Raw dSTORM Single-Molecule Localization Microscopy (SMLM) Molecule Tables for Rabbit Sinoatrial Node Cells

This dataset contains the raw Single-Molecule Localization Microscopy (SMLM) molecule tables used for analysis in the associated manuscript \"A New Fight-or-Flight Pacemaker Mechanism via Ryanodine Receptor Abundance and Super-Clustering\". The data include direct Stochastic Optical Reconstruction Microscopy (dSTORM) localizations of ryanodine receptor 2 (RyR2) channels in isolated rabbit sinoatrial node cells (SANCs).
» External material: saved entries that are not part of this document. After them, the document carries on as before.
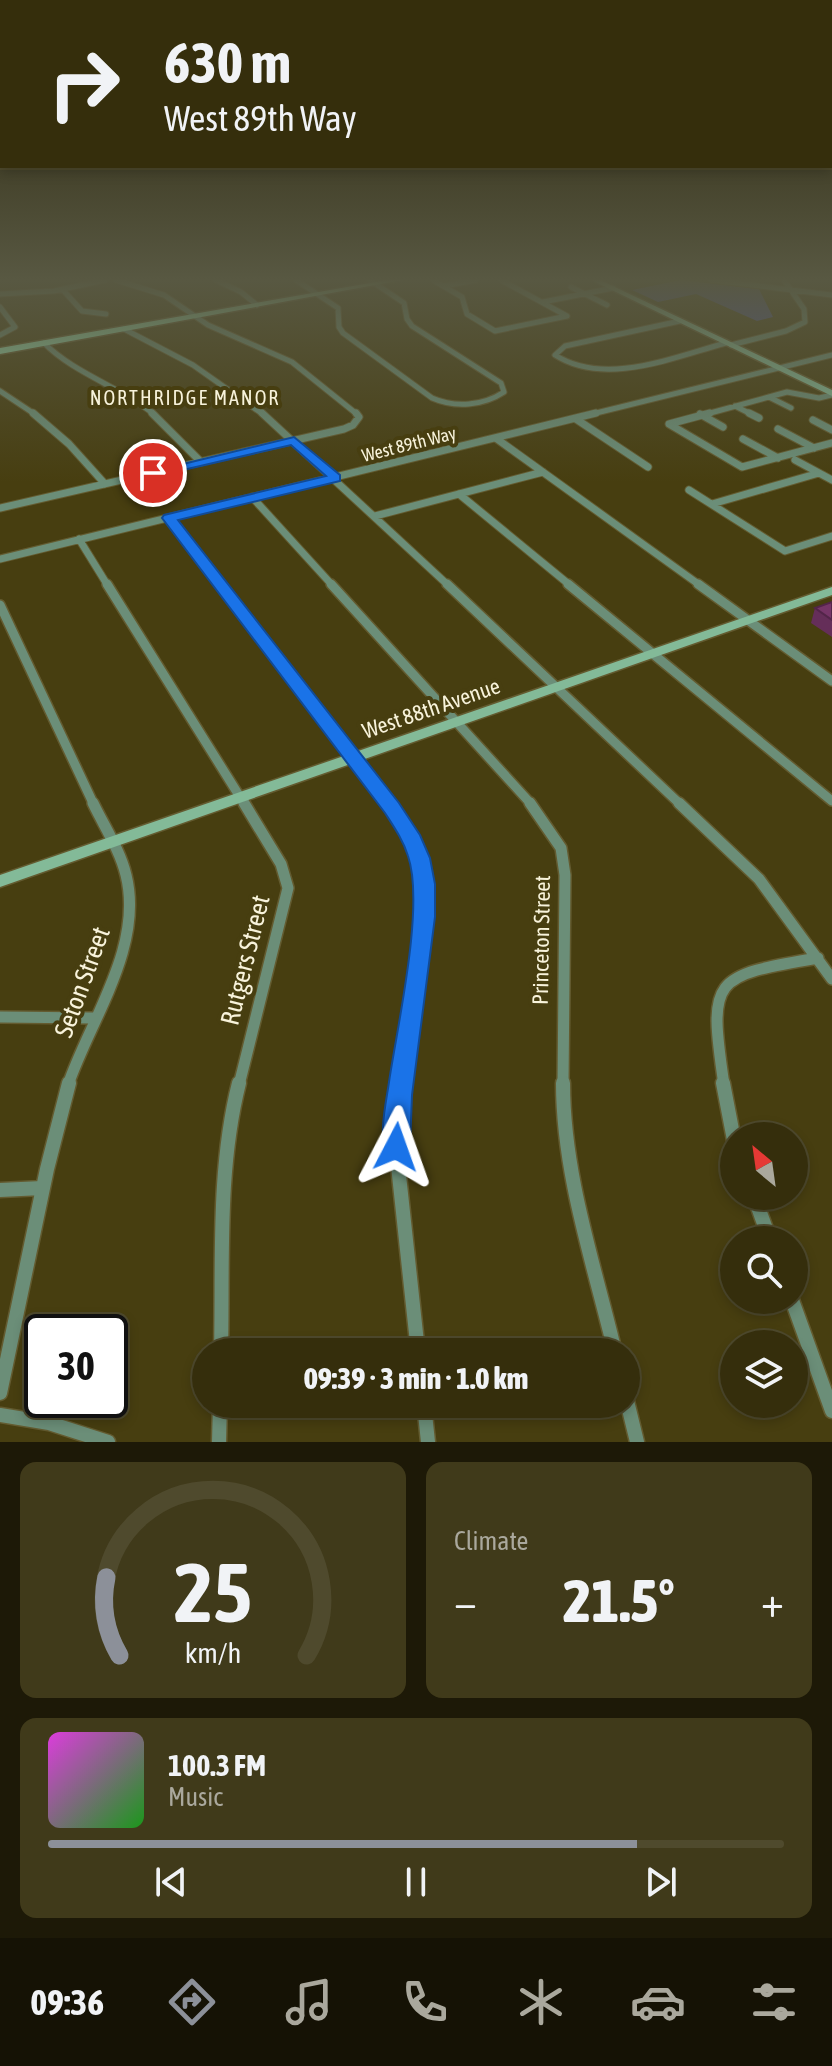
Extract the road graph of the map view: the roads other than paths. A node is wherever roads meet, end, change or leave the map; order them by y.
1 (20, 347) edge
2 (49, 347) edge
3 (157, 347) edge
4 (260, 347) edge
5 (363, 347) edge
6 (445, 347) edge
7 (562, 347) edge
8 (714, 347) edge
9 (736, 347) edge
10 (0, 351) edge
11 (832, 355) edge
12 (779, 368) junction
13 (0, 391) edge
14 (832, 394) edge
15 (769, 397) junction
16 (819, 398) junction
17 (832, 404) edge
18 (735, 406) junction
19 (791, 408) dead end
20 (700, 414) junction
21 (759, 418) dead end
22 (576, 419) junction
23 (813, 420) dead end
24 (723, 427) dead end
25 (778, 429) dead end
26 (832, 430) edge
27 (497, 439) junction
28 (743, 439) dead end
29 (294, 441) junction
30 (832, 443) edge
31 (814, 448) junction
32 (832, 449) edge
33 (778, 458) junction
34 (201, 462) junction
35 (648, 467) dead end
36 (543, 472) junction
37 (819, 473) junction
38 (335, 478) junction
39 (832, 480) edge
40 (105, 484) junction
41 (689, 490) dead end
42 (459, 494) junction
43 (252, 497) junction
44 (712, 504) junction
45 (0, 508) edge
46 (375, 516) junction
47 (169, 518) junction
48 (832, 536) edge
49 (79, 539) junction
50 (0, 559) edge
51 (832, 591) edge
52 (0, 605) edge
53 (748, 621) junction
54 (653, 654) junction
55 (832, 681) edge
56 (556, 688) junction
57 (458, 722) junction
58 (353, 758) junction
59 (240, 798) junction
60 (832, 801) edge
61 (111, 842) junction
62 (0, 881) edge
63 (818, 958) junction
64 (832, 979) edge
65 (0, 1017) edge
66 (93, 1018) junction
67 (731, 1122) edge
68 (42, 1188) junction
69 (0, 1190) edge
70 (797, 1314) edge
71 (221, 1338) edge
72 (416, 1338) edge
73 (612, 1338) edge
74 (0, 1393) edge
75 (832, 1411) edge
76 (0, 1415) edge
77 (220, 1418) edge
78 (425, 1418) edge
79 (631, 1418) edge
80 (108, 1442) edge
81 (219, 1442) edge
82 (428, 1442) edge
83 (637, 1442) edge

1 - 10 main road
2 - 34 street
3 - 29 street
4 - 29 street
5 - 6 street
7 - 8 street
9 - 12 street
11 - 12 street, West 89th Way
12 - 14 street
12 - 22 street, West 89th Way
13 - 40 street
14 - 16 street
15 - 16 street
15 - 18 street
15 - 19 street
16 - 17 street
18 - 20 street
18 - 21 street
20 - 24 street
20 - 33 street
22 - 27 street, West 89th Way
22 - 35 street
23 - 26 street
25 - 31 street
27 - 36 street
27 - 38 street, West 89th Way
28 - 33 street
29 - 34 street
29 - 38 street
30 - 31 street
31 - 33 street
32 - 37 street
34 - 40 street
36 - 42 street
36 - 53 street
37 - 39 street
37 - 44 street
38 - 43 street, West 89th Way
38 - 46 street
40 - 45 street
41 - 44 street
42 - 46 street
42 - 54 street
43 - 47 street, West 89th Way
43 - 57 street, Princeton Street
44 - 48 street
46 - 56 street
47 - 49 street, West 89th Way
47 - 58 street
49 - 50 street, West 89th Way
49 - 59 street, Rutgers Street
51 - 53 street, West 88th Avenue
52 - 61 street, Seton Street
53 - 54 street, West 88th Avenue
53 - 55 street
54 - 56 street, West 88th Avenue
54 - 60 street
56 - 57 street, West 88th Avenue
56 - 63 street
57 - 58 street, West 88th Avenue
57 - 73 street, Princeton Street
58 - 59 street, West 88th Avenue
58 - 72 street
59 - 61 street, West 88th Avenue
59 - 71 street, Rutgers Street
61 - 62 street, West 88th Avenue
61 - 66 street, Seton Street
63 - 64 street
63 - 67 street
65 - 66 street
66 - 68 street, Seton Street
68 - 69 street
68 - 74 street, Seton Street
70 - 75 street
76 - 80 street
77 - 81 street
78 - 82 street
79 - 83 street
Fourteen SANCs were imaged: 6 basal cells (Cells 1–6) and 8 β-adrenergic receptor–stimulated cells (Cells 7–14), as reported in Table S2 of the manuscript. Each file corresponds to one SANC and contains the unfiltered localization coordinates and associated metadata generated by the Zeiss ZEN Black SMLM pipeline, prior to drift correction, filtering, grouping, or clustering. RyRs were labeled with the monoclonal antibody C3-33 (Thermo Fisher Scientific, MA3-916) and Alexa Fluor 647–conjugated secondary antibody, as described in the Methods. These raw SMLM molecule tables correspond to the “Raw SMLM Molecule Table” stage in the processing pipeline (Figure 1) and served as input for the subsequent filtering, DBSCAN clustering, Hopkins statistic analysis, and computational model integration described in the manuscript.